# [WORK INSTRUCTIONS]
Go through the listing below and return each line that includes "edges".
__________
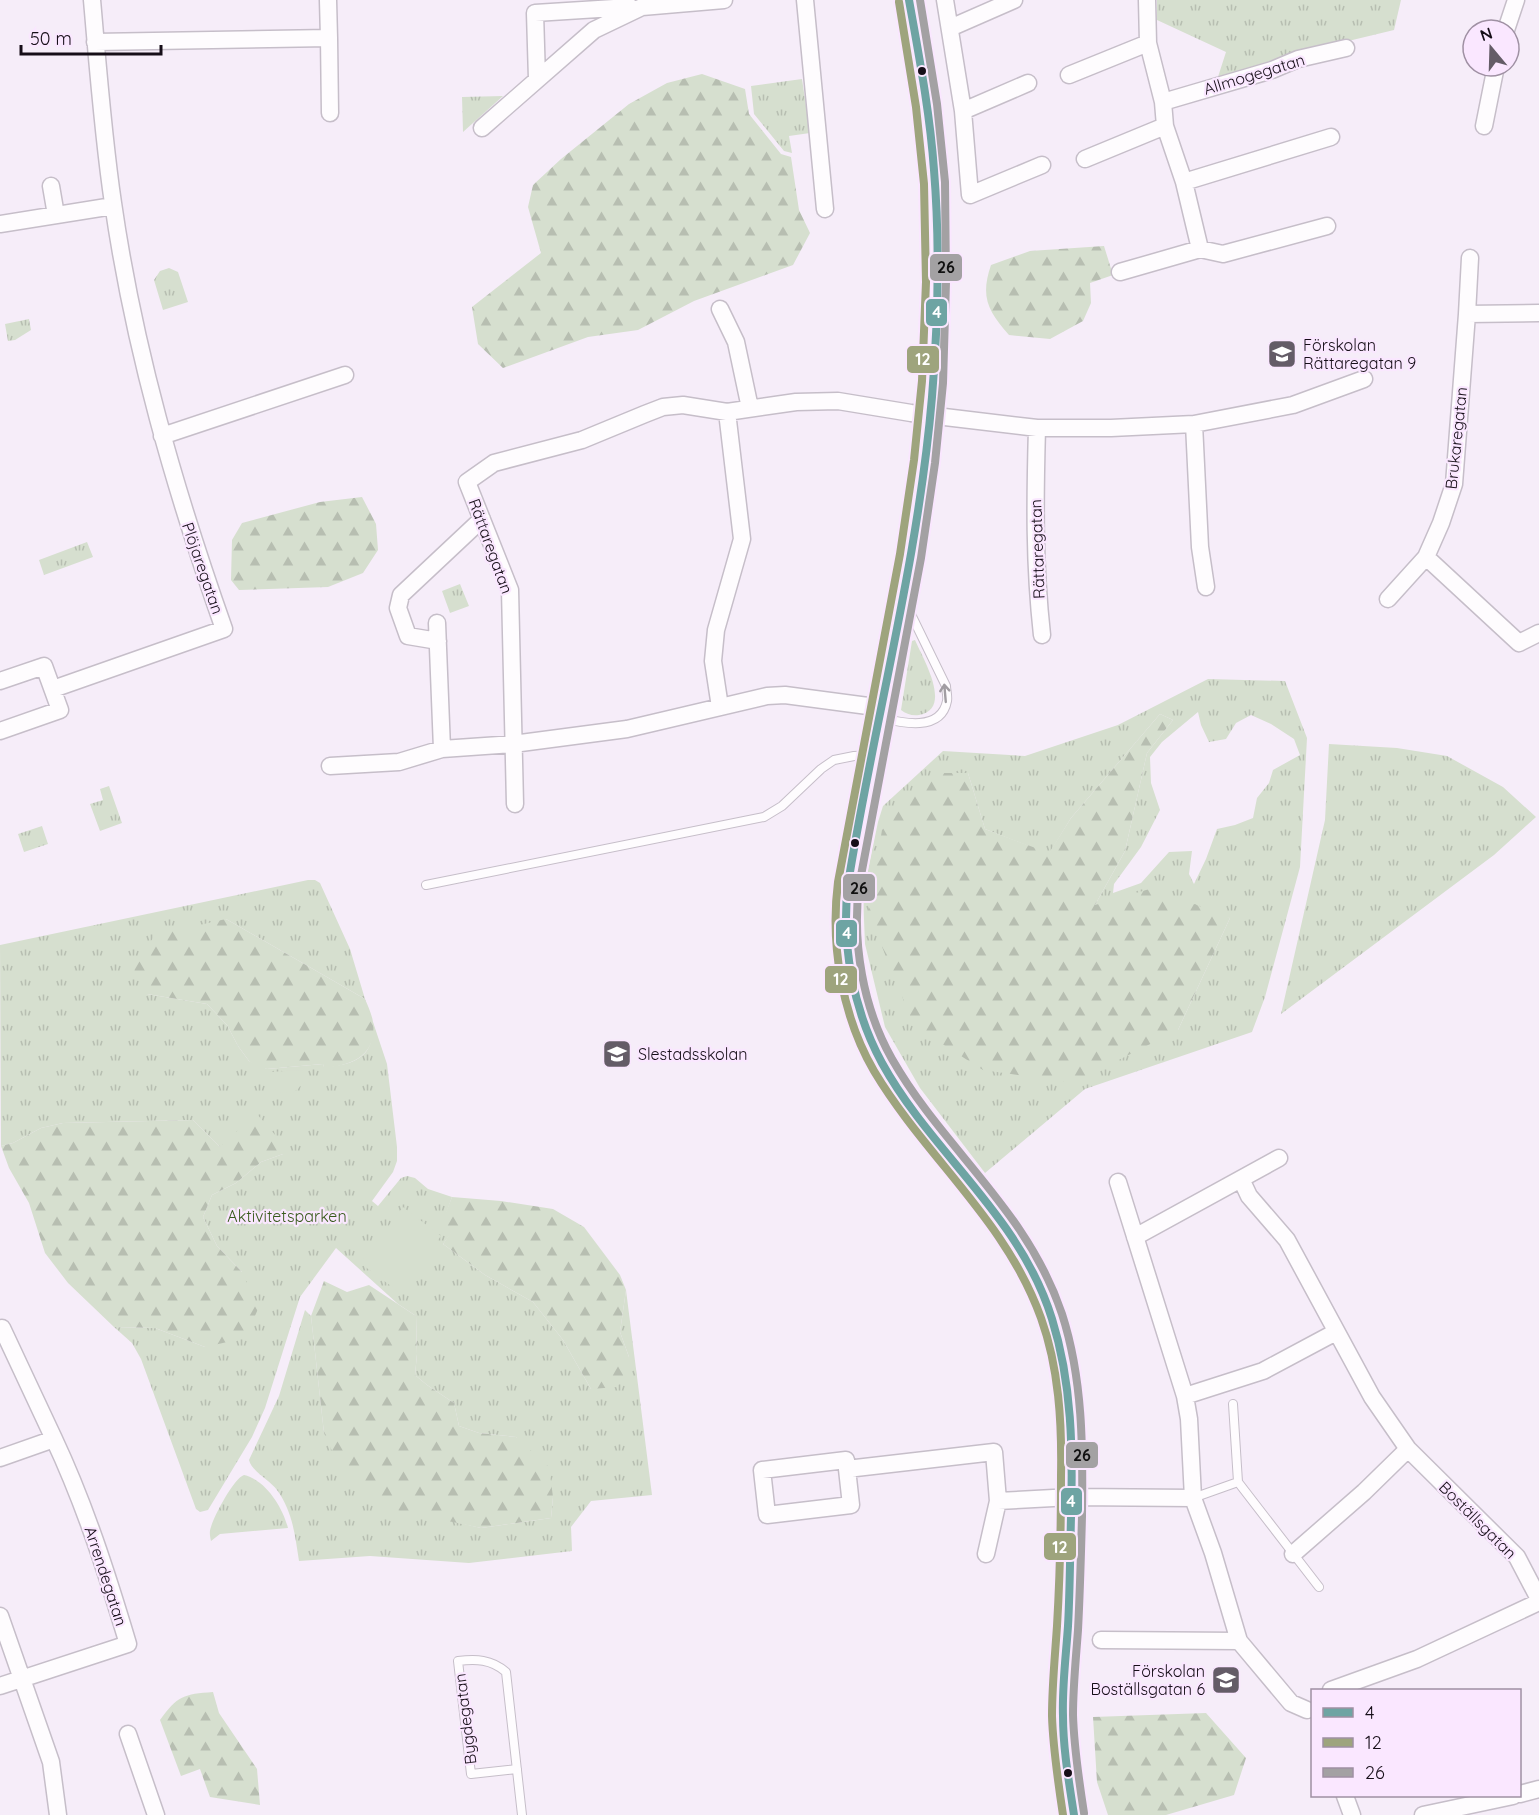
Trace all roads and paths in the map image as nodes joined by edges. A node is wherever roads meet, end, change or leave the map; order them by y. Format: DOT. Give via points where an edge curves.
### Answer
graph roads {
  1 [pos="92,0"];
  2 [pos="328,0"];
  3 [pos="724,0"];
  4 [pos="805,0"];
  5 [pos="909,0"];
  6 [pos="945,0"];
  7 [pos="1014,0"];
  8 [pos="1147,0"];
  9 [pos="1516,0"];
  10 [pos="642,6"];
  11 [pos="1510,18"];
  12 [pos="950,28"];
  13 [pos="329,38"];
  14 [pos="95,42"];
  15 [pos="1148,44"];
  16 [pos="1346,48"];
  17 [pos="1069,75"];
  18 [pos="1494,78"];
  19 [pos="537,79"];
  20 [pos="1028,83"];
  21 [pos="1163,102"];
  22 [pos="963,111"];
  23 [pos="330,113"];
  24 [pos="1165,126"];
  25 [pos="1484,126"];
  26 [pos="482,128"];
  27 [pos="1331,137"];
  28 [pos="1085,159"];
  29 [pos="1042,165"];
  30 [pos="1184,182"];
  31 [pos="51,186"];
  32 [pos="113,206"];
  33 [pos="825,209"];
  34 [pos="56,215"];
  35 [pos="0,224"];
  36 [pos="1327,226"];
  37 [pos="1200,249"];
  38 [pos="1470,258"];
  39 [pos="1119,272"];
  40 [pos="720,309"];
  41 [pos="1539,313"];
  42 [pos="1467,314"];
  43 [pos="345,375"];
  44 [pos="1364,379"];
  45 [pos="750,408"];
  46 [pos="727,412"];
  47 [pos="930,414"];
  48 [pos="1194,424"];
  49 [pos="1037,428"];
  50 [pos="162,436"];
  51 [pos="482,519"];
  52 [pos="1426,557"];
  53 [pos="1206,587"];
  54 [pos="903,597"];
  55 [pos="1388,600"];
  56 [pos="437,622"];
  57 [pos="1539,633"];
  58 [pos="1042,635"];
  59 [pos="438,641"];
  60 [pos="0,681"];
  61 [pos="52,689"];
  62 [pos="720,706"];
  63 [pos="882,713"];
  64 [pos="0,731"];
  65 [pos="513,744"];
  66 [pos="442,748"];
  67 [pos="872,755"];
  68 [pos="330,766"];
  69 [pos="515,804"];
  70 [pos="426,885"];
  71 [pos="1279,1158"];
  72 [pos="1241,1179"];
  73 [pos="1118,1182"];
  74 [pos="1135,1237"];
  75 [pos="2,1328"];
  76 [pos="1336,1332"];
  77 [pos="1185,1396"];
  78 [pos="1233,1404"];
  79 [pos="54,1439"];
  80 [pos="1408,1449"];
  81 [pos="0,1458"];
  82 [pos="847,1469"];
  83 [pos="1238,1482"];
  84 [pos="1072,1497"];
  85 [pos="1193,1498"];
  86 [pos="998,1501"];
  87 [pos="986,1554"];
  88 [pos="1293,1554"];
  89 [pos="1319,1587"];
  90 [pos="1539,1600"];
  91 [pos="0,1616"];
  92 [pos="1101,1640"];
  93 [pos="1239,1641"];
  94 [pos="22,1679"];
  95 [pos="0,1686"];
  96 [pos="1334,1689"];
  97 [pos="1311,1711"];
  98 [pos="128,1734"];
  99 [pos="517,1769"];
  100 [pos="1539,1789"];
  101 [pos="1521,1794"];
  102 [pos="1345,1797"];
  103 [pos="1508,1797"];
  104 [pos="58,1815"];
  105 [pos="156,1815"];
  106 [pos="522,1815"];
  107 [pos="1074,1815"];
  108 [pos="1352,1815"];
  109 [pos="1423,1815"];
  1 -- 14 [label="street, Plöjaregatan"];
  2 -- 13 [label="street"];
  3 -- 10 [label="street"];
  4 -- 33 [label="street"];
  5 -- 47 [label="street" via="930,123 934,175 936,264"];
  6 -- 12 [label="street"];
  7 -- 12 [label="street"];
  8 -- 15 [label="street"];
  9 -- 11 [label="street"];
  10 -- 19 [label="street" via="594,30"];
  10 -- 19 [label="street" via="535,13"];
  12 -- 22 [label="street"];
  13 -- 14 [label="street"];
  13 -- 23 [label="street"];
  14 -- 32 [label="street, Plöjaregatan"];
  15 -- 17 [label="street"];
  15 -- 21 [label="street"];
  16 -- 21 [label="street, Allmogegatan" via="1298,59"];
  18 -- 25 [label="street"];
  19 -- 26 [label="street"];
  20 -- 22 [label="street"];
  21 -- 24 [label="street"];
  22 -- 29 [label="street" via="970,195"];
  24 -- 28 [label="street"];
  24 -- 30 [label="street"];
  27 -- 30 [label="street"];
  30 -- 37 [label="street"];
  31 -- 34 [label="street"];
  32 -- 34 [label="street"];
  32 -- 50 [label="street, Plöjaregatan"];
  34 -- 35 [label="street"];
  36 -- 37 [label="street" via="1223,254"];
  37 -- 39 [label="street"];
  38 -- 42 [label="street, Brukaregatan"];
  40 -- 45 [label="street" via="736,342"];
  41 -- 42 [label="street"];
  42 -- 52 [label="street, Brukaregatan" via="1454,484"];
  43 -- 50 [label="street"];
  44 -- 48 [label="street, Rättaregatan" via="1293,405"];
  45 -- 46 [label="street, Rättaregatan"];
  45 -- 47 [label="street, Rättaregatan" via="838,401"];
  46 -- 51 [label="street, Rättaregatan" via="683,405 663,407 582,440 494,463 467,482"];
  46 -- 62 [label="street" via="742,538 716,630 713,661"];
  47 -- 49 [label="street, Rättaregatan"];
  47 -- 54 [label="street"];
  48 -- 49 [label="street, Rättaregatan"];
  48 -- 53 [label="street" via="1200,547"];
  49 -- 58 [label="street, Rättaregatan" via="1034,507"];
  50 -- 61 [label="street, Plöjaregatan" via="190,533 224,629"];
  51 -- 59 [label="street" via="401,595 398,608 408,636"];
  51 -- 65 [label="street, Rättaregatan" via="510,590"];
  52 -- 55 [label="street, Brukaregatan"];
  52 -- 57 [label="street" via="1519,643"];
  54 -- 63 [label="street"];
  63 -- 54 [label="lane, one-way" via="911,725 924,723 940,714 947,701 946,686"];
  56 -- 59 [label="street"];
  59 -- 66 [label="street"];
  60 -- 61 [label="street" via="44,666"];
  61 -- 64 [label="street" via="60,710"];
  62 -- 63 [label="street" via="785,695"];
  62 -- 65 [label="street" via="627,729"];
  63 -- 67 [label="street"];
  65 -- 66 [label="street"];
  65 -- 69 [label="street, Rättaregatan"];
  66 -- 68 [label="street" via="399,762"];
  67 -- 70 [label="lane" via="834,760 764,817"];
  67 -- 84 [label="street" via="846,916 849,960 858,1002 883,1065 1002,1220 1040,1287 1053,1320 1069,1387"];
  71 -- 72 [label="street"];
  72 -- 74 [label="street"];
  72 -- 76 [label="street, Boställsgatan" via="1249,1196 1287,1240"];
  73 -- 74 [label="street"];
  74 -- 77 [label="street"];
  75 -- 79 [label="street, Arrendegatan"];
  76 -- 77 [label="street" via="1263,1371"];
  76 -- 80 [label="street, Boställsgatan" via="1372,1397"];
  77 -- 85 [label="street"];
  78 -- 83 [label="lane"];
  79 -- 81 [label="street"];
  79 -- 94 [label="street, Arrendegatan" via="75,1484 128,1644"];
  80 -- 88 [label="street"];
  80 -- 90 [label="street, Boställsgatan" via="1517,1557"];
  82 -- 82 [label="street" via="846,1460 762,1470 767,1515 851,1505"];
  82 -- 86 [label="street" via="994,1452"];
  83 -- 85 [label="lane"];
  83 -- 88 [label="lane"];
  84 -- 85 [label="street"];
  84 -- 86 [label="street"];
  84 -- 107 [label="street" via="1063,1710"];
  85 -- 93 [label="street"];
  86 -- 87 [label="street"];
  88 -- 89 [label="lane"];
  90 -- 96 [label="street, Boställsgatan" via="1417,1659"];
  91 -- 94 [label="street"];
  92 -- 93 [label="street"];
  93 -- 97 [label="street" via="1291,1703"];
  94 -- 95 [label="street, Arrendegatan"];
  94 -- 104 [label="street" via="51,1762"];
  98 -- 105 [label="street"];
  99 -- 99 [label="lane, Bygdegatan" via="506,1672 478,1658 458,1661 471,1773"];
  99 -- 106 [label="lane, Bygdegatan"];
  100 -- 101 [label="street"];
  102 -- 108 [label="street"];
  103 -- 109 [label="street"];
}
__________
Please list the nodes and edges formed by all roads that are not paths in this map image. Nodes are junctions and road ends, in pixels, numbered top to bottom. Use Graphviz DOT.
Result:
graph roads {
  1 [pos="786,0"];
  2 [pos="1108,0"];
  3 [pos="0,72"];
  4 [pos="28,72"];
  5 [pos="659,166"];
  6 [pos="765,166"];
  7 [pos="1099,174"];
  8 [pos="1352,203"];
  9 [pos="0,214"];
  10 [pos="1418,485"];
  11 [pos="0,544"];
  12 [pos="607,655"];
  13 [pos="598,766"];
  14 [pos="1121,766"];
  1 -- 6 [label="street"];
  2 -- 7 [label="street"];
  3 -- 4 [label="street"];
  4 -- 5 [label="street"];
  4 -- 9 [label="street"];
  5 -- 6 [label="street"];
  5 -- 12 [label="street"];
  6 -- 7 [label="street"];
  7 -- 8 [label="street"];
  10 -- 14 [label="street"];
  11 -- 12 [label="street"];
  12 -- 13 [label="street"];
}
__________
# [RESULT OF THE EXERCISE]
Trace all roads and paths in the map image as nodes joined by edges. A node is wherever roads meet, end, change or leave the map; order them by y. Format: DOT. Give via points where an edge curves.
Please list the nodes and edges formed by all roads that are not paths in this map image. Nodes are junctions and road ends, in pixels, numbered top to bottom. Use Graphviz DOT.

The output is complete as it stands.